My measurements show a 50% overhead of going through UCI. eval takes about 20% of CPU, zurichess about 75% (out of which 20% is to decode the FEN).

I could make txt much faster, but then everybody would need to write a new coding/decoding logic. I want people (like Joerg Oster, for example) to start experimenting with txt on their engines without investing too much time.
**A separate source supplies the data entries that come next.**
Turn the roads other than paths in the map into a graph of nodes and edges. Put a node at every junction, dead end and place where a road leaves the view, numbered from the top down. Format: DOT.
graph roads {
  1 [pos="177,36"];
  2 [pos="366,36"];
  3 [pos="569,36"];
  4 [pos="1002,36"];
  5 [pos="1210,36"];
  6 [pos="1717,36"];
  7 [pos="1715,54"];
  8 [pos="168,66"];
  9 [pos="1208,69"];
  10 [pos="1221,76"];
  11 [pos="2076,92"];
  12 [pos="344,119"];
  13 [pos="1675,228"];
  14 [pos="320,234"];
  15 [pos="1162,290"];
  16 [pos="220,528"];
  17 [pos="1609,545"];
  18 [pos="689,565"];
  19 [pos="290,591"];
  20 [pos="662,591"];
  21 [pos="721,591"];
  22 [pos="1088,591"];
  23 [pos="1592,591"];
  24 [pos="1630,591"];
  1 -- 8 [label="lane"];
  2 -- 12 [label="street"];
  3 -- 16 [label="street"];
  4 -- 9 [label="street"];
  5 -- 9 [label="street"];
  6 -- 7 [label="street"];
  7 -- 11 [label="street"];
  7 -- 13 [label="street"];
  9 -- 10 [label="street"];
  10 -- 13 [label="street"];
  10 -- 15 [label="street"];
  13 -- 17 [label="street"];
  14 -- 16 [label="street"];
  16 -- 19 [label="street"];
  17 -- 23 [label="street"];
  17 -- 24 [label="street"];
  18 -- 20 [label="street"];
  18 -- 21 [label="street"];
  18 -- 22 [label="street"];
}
If they find it useful, writing a custom evaluation function bypassing UCI is very easy (it took me 2h to write the generic one).

Nonetheless, right now I'm trying to get some improvements at least for Zurichess, which I failed so far.
Can you please take a look at this output:
Code: Select all
go run rook.go --eval $GOPATH/bin/eval --input epdt --binary ./stockfish --k 1.13209
13&#58;28&#58;41 txt.go&#58;125&#58; base score = 0.11500409653977656
13&#58;29&#58;04 txt.go&#58;143&#58; new score = 0.11500409653977656 ; base = 0.11500409653977656 ; false
Is it ok, that there is no more output since then?
From looking into txt.go I thought there should be more output ...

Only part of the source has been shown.